◆ **Work task**:
Reproduce the lines below verbatim. Pictures are to be omitted.

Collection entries
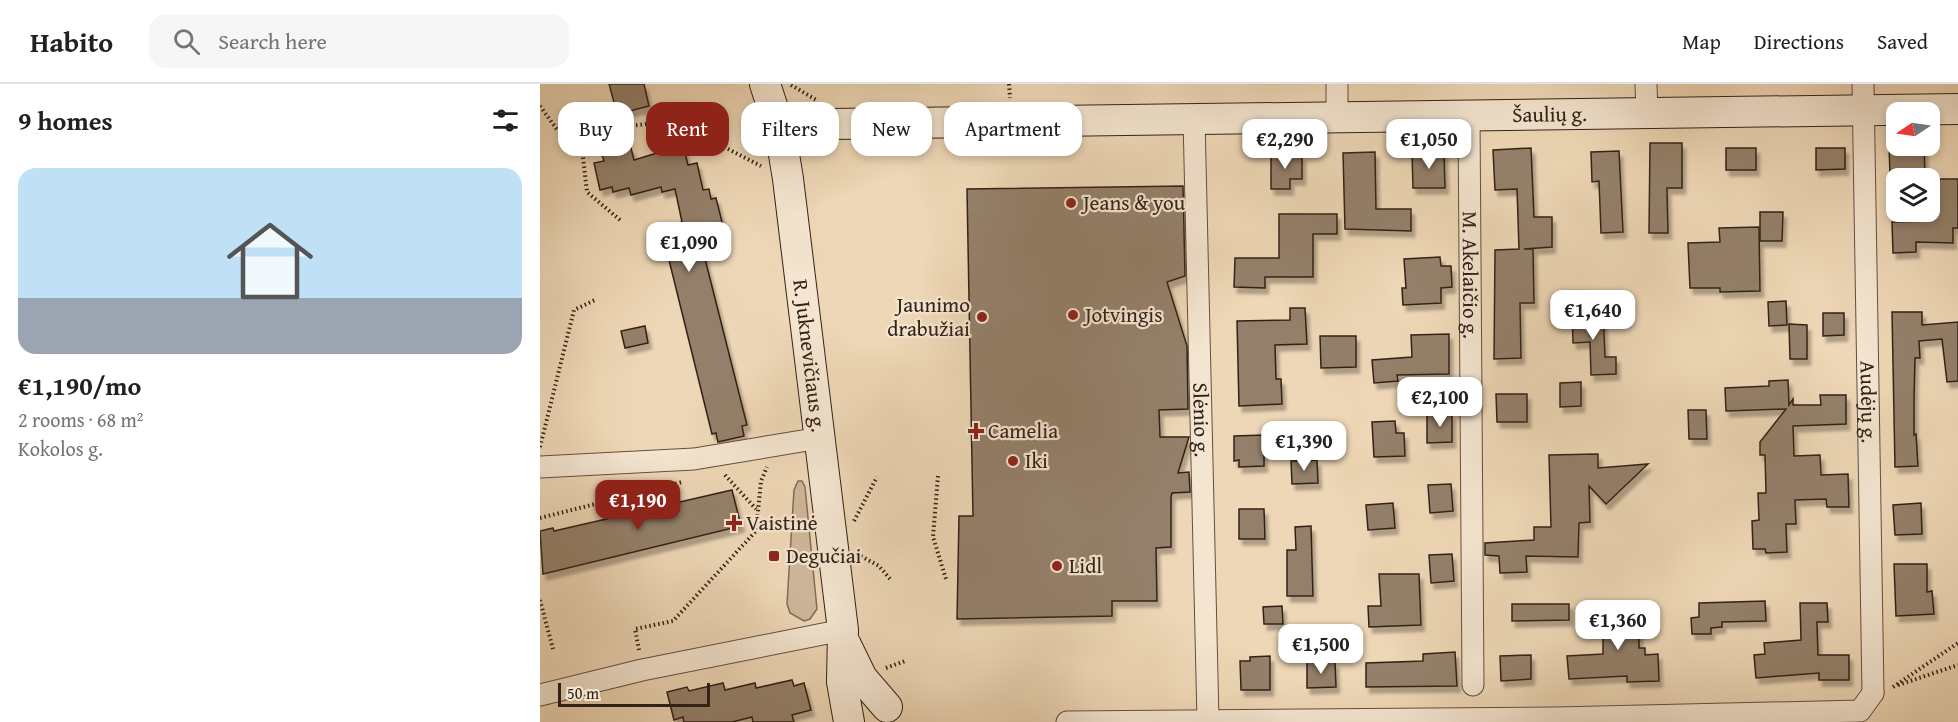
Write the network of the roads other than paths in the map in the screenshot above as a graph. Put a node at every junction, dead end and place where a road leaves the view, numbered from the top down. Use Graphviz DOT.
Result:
graph roads {
  1 [pos="765,84"];
  2 [pos="1336,84"];
  3 [pos="1646,84"];
  4 [pos="1863,97"];
  5 [pos="771,102"];
  6 [pos="1958,110"];
  7 [pos="1647,114"];
  8 [pos="1469,117"];
  9 [pos="1194,118"];
  10 [pos="1337,119"];
  11 [pos="839,123"];
  12 [pos="783,156"];
  13 [pos="820,438"];
  14 [pos="540,467"];
  15 [pos="843,635"];
  16 [pos="1473,685"];
  17 [pos="540,695"];
  18 [pos="895,714"];
  19 [pos="1208,720"];
  20 [pos="851,722"];
  21 [pos="1067,722"];
  1 -- 5 [label="street, R. Juknevičiaus g."];
  2 -- 10 [label="street"];
  3 -- 7 [label="street"];
  4 -- 6 [label="street, Šaulių g."];
  4 -- 7 [label="street, Šaulių g."];
  4 -- 19 [label="street, Audėjų g."];
  7 -- 8 [label="street, Šaulių g."];
  8 -- 10 [label="street, Šaulių g."];
  8 -- 16 [label="street, M. Akelaičio g."];
  9 -- 10 [label="street, Šaulių g."];
  9 -- 11 [label="street, Šaulių g."];
  9 -- 19 [label="street, Slėnio g."];
  12 -- 13 [label="street, R. Juknevičiaus g."];
  13 -- 14 [label="street"];
  13 -- 15 [label="street, R. Juknevičiaus g."];
  15 -- 17 [label="street"];
  15 -- 18 [label="street, R. Juknevičiaus g."];
  15 -- 20 [label="street, R. Juknevičiaus g."];
  18 -- 20 [label="street"];
  19 -- 21 [label="street"];
}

◆ **Solution to the exercise**:
Write the network of the roads other than paths in the map in the screenshot above as a graph. Put a node at every junction, dead end and place where a road leaves the view, numbered from the top down. Use Graphviz DOT.
Result:
graph roads {
  1 [pos="765,84"];
  2 [pos="1336,84"];
  3 [pos="1646,84"];
  4 [pos="1863,97"];
  5 [pos="771,102"];
  6 [pos="1958,110"];
  7 [pos="1647,114"];
  8 [pos="1469,117"];
  9 [pos="1194,118"];
  10 [pos="1337,119"];
  11 [pos="839,123"];
  12 [pos="783,156"];
  13 [pos="820,438"];
  14 [pos="540,467"];
  15 [pos="843,635"];
  16 [pos="1473,685"];
  17 [pos="540,695"];
  18 [pos="895,714"];
  19 [pos="1208,720"];
  20 [pos="851,722"];
  21 [pos="1067,722"];
  1 -- 5 [label="street, R. Juknevičiaus g."];
  2 -- 10 [label="street"];
  3 -- 7 [label="street"];
  4 -- 6 [label="street, Šaulių g."];
  4 -- 7 [label="street, Šaulių g."];
  4 -- 19 [label="street, Audėjų g."];
  7 -- 8 [label="street, Šaulių g."];
  8 -- 10 [label="street, Šaulių g."];
  8 -- 16 [label="street, M. Akelaičio g."];
  9 -- 10 [label="street, Šaulių g."];
  9 -- 11 [label="street, Šaulių g."];
  9 -- 19 [label="street, Slėnio g."];
  12 -- 13 [label="street, R. Juknevičiaus g."];
  13 -- 14 [label="street"];
  13 -- 15 [label="street, R. Juknevičiaus g."];
  15 -- 17 [label="street"];
  15 -- 18 [label="street, R. Juknevičiaus g."];
  15 -- 20 [label="street, R. Juknevičiaus g."];
  18 -- 20 [label="street"];
  19 -- 21 [label="street"];
}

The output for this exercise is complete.